You may know adventurers Summer Jo Nowicki and her 16-year-old daughter Ellie from around the Snoqualmie Valley community or their popular Instagram page @FindingMountains.

Summer and her family have lived in North Bend for 15 years. She has two daughters, one who is 19 and off at college and Ellie, her youngest child a junior at MSHS, who has Cerebral Palsy.

Finding Mountains started when Summer took Ellie on a few hikes and found that her daughter loved them. Ellie began asking every morning to go hiking which started her mom on a path to find trails that were accessible for the pair to explore and document all their adventures.

In addition to the hiking, Ellie and her mom run together. Says Summer, “I hated running, but one day I was talked into taking her for a short run. She was so crazy happy. I think she was about two and a half. After seeing her so happy, I became a runner. We have now been running together for over 13 years. We have run six marathons and numerous other races. She loves to be out in nature moving.”

One day Ellie’s classroom teacher, Erik Tierney, reached out to Summer after hearing from the cross-country coach that all students were welcome to participate in the sport at school. Tierney knew Ellie loved to run, so he worked with Coach Steven Crane and Summer to get her all set to join by obtaining special permission from the other teams to participate in the meet.

Teacher Tierney said the whole thing started when MSHS Coach Steven Crane was putting a little plug in for Cross Country at a back-to-school staff meeting, saying he encourages all to join the team and that everyone is welcome.

Said Tierney, “I took that in the most literal way, went up to Coach Crane and asked him if a student were in a wheelchair and had a person pushing her would that be possible?”

From there, the pair reached out to Summer to talk about the idea. Crane loved the idea saying, “The cross-country team doesn’t make cuts, and everyone is welcome. We have some of the state’s best runners on our team and some students whose goal is to finish a 5k by the end of the season.” Summer was open to the idea if Ellie was included in the community aspect of the team and not just pushed in an isolated environment.

From there, the threesome met with the Athletic Director and got the direction of what needed to be done to make it happen. Next, Crane reached out to MSHS teacher Dave Preston to see if he would run with Ellie.

Preston, who has a son who ran cross country for four years at Mt. Si, knew what a benefit being a part of the team was; his son now runs cross country in college. So, he says, “I was happy to help Ellie participate in an extra-curricular activity that I really believe in.”

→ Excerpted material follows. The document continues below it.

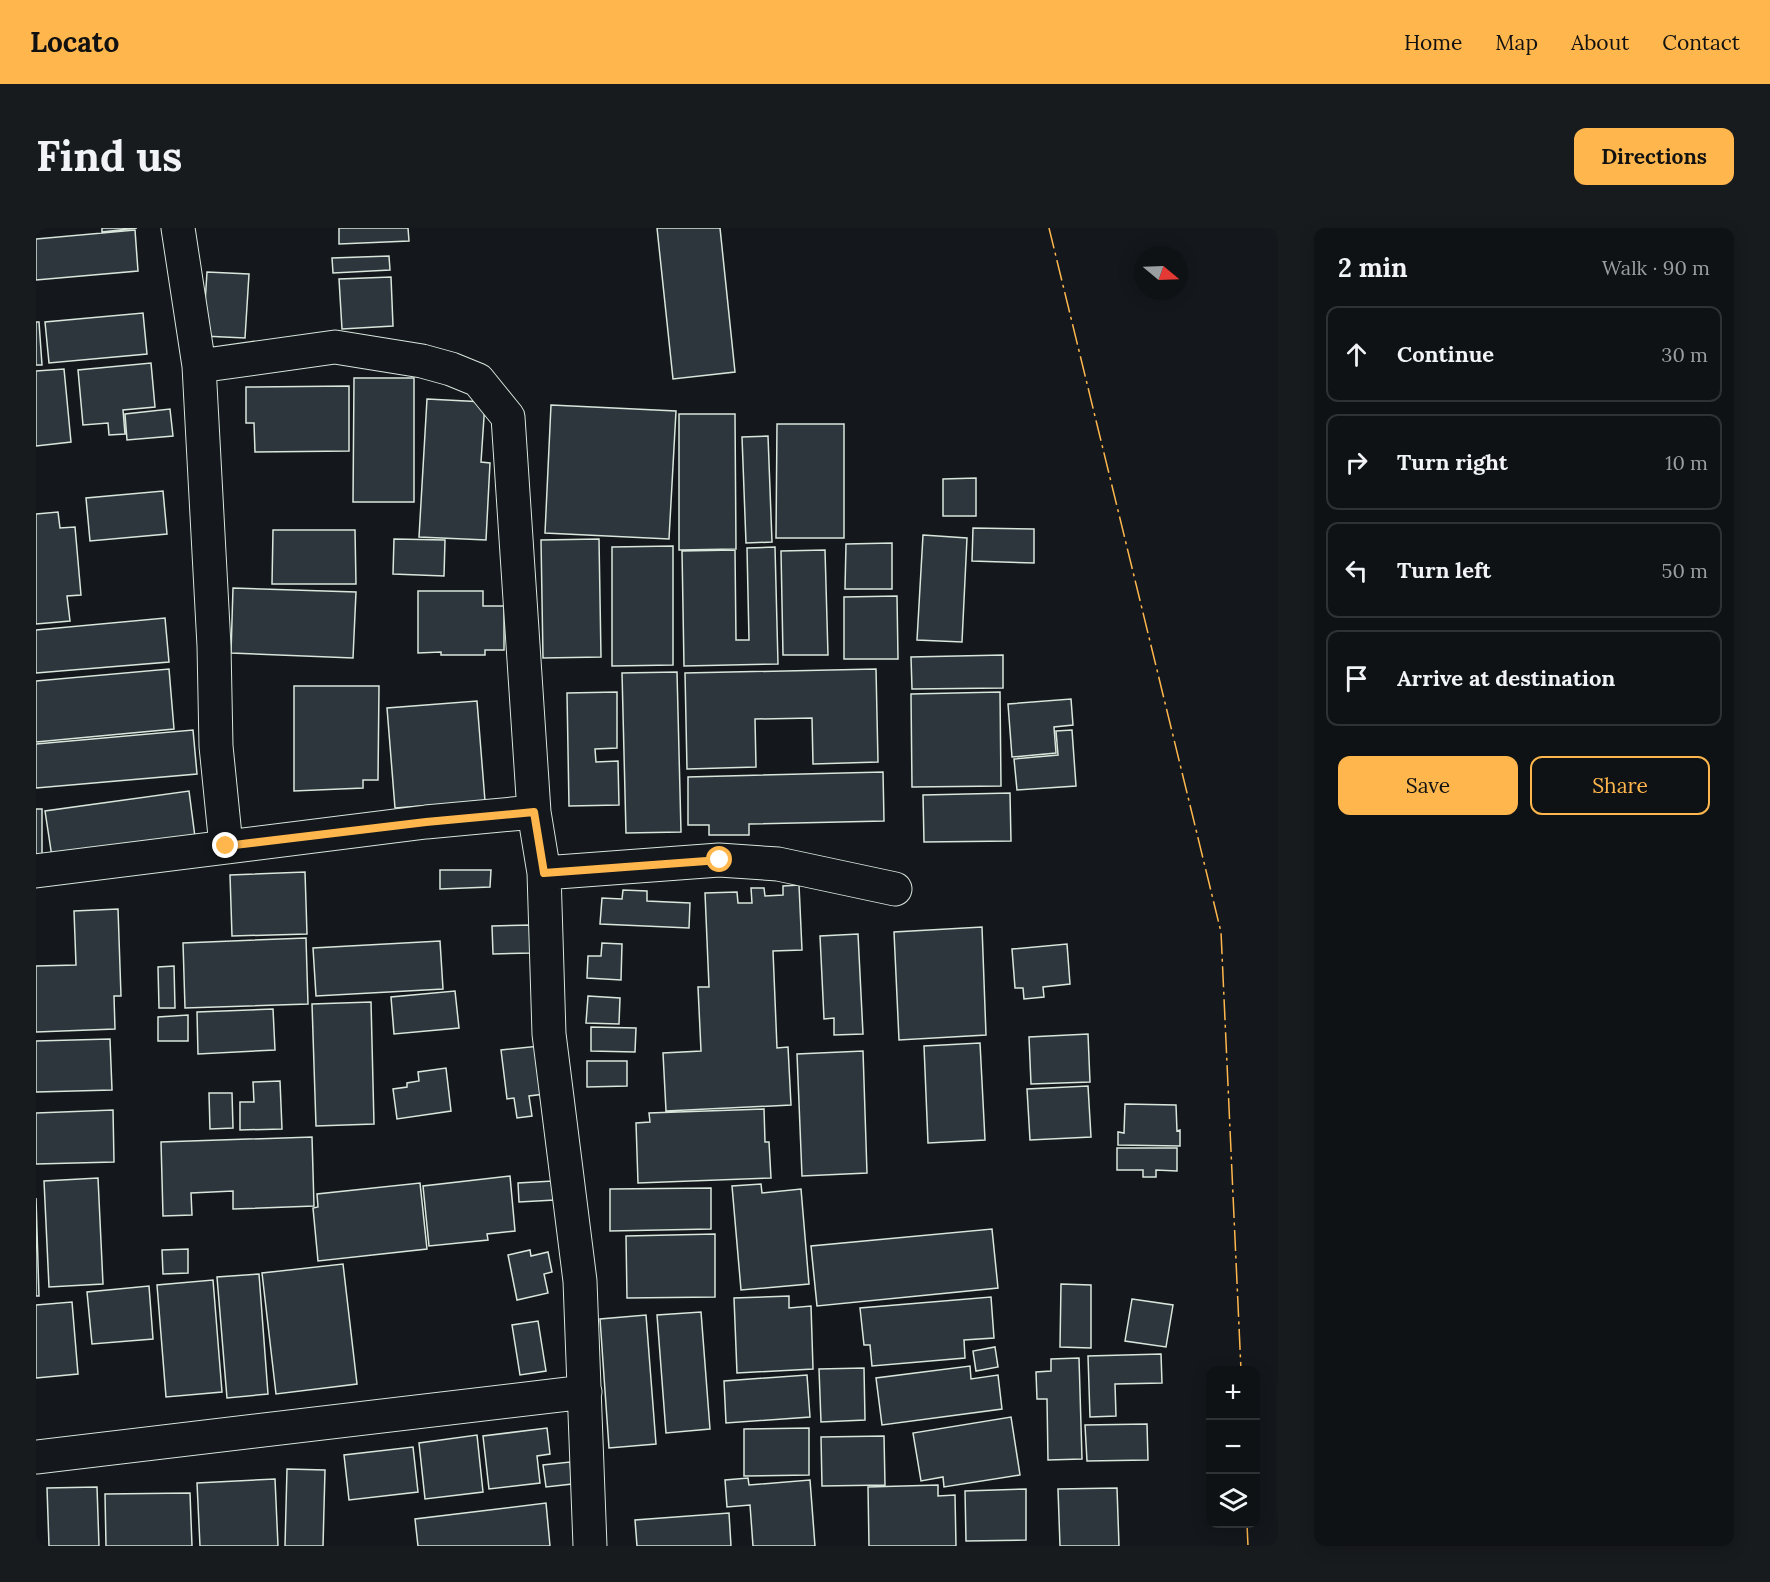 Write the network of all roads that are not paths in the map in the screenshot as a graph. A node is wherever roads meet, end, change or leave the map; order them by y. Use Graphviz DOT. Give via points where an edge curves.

Then with the help of Kim Mackey at the District Office, they were able to get the final pieces together and start running.

Ellie attended practice every day and joined in with warm-ups, stretching, and running. Teacher Dave Preston noted that everyone was a little surprised to see a big jogging stroller show up at practice and the meet. Still, everyone was immediately accepting of Ellie’s participation.

Some teammates had known Ellie for years and would come and talk with her before and after practice. “I think some were surprised at Ellie’s cheery personality and chattiness,” noted Preston. Coach Crane agrees, “I think the students loved having Ellie out there. Her genuine passion for the sport is evident by her smile and excitement.”

Already a lover of running, Preston said running with Ellie made his days, listening to her chat and laugh. The pair ran 12 total days, and each run was 3-7 miles. So, it wasn’t always necessarily easy, but any difficulty of running up even a tiny incline was far outweighed by the fun he could see Ellie was having and says he would do it again.

At MSHS’s last home meet, Ellie’s first, the ASB and Mrs. Mizuno’s class helped prepare Ellie for the noise of a meet by lining up and cheering as she and Preston ran through the hall. Ellie was nervous at first but, by the end, was wanting more.

This last meet was the state championships, which went very well. Crane guided the girls’ varsity team to a 6th place team finish as head coach in his first year, placing two individual runners in the top 10 overall in the state championships.

Inclusion in activities and sports is very important to the coach and Mt Si High School. Crane says he would encourage anyone to pursue their passions. As a school counselor, he tends to be solution-focused and look for ways to make things happen. In the past, he’s observed students compete blind, with prosthetics, and in wheelchairs. He continues to be inspired by them and thinks how awesome that is.

Coach Crane said, “Through this experience, I have gained awareness around inclusion, cerebral palsy, and ADA standards for accessible design. It’s been a rewarding experience for me.”

Mom Summer remarked, “I am just grateful for this opportunity. I never imagined my daughter would participate in any sports or any school activities for that matter. I appreciate Coach Steve for being willing to take on this project and making it all happen. It’s been such a special thing for me to see and so special for my daughter to get to participate.”